▶ _WORK TO COMPLETE_
In the data that follows, count every line holding the string "dead" and give the count alone.

Start of MATERIAL SHOWN

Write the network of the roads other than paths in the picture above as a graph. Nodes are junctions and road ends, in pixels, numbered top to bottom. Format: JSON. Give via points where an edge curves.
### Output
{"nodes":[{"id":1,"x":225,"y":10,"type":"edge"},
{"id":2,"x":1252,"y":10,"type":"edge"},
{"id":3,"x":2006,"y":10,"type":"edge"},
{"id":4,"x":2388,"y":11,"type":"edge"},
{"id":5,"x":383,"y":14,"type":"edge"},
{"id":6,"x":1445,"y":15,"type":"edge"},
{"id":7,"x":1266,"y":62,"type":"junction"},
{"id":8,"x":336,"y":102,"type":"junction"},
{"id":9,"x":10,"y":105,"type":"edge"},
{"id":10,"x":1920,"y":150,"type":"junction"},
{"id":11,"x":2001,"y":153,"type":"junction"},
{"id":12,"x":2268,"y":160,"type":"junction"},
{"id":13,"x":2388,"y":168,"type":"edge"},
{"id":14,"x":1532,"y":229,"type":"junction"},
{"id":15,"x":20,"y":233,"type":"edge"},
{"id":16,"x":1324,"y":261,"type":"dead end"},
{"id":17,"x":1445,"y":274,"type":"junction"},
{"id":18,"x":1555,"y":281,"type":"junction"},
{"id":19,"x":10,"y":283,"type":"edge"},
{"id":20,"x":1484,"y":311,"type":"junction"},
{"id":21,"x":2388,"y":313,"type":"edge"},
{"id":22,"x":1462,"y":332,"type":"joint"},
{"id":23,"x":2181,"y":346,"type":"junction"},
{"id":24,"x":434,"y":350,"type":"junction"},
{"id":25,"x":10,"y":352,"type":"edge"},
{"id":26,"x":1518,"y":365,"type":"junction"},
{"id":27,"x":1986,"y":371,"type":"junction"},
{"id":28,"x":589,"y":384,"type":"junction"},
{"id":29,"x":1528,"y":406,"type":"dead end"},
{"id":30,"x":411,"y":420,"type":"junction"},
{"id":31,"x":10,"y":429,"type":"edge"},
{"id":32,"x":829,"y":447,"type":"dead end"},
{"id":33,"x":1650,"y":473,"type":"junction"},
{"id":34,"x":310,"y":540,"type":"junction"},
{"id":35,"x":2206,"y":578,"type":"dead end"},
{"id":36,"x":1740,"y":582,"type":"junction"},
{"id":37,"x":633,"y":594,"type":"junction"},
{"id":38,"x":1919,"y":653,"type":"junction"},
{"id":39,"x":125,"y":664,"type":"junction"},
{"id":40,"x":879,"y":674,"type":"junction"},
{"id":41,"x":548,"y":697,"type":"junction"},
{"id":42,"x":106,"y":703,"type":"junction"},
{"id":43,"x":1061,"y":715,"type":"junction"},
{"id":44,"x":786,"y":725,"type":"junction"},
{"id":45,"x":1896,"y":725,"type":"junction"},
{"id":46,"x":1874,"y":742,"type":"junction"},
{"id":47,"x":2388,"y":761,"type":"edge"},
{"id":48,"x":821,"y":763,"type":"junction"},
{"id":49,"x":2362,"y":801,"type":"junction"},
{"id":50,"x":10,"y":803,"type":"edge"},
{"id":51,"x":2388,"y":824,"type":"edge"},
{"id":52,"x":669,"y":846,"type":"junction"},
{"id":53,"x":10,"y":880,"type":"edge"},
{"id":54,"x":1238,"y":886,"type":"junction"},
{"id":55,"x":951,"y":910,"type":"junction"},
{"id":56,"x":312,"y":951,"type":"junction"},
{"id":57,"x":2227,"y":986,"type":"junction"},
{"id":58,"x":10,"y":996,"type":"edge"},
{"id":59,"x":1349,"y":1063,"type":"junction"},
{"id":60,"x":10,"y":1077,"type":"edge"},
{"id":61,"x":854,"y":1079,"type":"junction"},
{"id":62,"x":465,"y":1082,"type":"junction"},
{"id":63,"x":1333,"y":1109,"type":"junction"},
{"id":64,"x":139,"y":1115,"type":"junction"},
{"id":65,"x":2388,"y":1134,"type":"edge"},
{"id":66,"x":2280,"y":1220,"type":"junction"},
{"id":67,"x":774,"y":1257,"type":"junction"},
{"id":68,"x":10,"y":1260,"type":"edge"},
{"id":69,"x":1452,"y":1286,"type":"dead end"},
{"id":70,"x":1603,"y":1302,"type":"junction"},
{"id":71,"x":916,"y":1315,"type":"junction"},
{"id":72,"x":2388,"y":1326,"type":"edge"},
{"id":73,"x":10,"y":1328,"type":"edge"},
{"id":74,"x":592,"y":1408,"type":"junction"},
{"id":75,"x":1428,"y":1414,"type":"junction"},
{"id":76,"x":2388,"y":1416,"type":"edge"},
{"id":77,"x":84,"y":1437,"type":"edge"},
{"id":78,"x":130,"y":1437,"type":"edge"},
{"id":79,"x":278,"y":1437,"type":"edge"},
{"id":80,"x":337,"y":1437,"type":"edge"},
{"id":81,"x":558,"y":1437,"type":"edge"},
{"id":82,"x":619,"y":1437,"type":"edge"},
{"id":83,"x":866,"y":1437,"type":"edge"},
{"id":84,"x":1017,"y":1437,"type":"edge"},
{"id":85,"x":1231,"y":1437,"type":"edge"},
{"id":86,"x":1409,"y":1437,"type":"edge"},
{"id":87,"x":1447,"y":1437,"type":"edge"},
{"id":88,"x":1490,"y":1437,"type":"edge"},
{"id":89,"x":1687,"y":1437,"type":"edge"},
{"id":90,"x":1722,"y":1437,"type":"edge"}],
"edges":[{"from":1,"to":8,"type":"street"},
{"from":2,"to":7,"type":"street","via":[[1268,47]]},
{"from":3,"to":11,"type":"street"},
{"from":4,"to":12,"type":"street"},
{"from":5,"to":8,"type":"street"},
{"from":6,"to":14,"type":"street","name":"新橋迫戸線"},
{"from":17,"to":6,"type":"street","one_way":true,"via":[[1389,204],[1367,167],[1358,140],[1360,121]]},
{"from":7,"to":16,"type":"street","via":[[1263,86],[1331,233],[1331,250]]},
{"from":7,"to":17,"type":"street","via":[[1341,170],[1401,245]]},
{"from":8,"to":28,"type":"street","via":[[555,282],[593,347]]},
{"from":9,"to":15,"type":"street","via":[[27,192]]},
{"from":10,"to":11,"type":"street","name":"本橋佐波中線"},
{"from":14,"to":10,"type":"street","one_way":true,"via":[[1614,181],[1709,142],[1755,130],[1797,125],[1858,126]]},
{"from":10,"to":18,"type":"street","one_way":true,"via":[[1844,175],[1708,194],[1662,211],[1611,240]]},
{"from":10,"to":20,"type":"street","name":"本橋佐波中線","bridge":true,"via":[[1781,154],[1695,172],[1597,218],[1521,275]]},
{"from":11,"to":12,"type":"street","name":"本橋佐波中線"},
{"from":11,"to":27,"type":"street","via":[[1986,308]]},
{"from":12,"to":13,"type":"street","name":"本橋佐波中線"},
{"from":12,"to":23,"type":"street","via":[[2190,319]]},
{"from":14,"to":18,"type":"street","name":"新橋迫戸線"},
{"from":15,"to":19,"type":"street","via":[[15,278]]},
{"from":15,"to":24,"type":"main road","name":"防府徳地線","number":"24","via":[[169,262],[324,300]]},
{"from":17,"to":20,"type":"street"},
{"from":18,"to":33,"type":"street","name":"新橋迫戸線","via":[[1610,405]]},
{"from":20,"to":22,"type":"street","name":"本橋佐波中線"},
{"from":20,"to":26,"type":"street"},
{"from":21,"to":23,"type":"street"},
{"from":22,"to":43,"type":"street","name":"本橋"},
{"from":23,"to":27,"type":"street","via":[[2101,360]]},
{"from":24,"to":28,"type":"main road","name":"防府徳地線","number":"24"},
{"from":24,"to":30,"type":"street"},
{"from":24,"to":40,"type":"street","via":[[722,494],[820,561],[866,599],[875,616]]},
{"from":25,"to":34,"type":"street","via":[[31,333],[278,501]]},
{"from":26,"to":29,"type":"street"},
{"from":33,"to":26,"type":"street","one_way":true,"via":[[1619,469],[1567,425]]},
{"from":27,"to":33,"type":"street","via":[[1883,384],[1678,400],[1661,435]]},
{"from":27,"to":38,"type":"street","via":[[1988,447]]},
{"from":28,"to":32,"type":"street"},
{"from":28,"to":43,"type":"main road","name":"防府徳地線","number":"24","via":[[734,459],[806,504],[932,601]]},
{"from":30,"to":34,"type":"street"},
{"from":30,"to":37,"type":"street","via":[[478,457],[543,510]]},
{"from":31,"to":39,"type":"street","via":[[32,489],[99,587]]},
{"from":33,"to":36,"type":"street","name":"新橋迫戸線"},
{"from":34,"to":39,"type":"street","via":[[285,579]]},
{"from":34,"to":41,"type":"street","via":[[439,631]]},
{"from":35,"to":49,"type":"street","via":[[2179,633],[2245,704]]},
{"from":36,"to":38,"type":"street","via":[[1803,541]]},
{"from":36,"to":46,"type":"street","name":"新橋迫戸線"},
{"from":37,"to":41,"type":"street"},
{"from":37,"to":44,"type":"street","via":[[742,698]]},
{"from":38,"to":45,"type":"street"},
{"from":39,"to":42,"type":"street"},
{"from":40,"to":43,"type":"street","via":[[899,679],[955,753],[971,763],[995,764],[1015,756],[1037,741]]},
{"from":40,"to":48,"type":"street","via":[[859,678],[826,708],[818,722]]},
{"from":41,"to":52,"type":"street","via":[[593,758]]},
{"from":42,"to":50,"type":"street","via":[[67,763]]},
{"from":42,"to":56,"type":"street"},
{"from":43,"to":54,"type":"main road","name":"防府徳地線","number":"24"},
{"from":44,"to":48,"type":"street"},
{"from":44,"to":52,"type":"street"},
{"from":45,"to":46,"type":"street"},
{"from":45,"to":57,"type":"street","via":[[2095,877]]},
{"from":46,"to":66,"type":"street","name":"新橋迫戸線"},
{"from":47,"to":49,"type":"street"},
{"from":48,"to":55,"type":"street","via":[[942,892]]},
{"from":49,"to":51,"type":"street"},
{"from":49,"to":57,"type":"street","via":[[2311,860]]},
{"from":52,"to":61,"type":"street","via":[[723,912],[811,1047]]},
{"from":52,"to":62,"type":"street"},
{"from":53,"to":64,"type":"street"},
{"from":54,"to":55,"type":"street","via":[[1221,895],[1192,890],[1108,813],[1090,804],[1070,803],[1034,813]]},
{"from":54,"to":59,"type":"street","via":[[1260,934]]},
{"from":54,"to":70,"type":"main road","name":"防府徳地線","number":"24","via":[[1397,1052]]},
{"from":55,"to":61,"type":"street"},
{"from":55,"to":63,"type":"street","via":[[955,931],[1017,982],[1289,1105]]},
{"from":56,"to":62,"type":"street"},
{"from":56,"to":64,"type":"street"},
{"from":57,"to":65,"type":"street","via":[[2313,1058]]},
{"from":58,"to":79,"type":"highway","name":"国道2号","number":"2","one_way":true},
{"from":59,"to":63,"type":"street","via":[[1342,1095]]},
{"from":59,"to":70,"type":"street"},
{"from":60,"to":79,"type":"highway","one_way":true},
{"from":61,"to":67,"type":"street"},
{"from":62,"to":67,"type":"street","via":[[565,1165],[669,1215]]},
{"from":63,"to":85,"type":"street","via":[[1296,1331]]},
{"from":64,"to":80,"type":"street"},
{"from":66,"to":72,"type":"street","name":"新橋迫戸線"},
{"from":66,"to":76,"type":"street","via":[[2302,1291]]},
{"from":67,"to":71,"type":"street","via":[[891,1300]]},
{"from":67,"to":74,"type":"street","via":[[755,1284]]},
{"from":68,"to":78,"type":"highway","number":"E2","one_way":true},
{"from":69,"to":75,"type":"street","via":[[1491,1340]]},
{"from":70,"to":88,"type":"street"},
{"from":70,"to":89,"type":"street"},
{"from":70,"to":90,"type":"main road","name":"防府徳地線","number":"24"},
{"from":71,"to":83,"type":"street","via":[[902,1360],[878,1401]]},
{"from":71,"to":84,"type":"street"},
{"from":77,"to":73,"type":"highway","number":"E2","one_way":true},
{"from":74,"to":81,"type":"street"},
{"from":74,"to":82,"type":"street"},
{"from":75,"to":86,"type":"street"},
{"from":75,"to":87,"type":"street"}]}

End of MATERIAL SHOWN

▶ _ANSWER BELOW_
5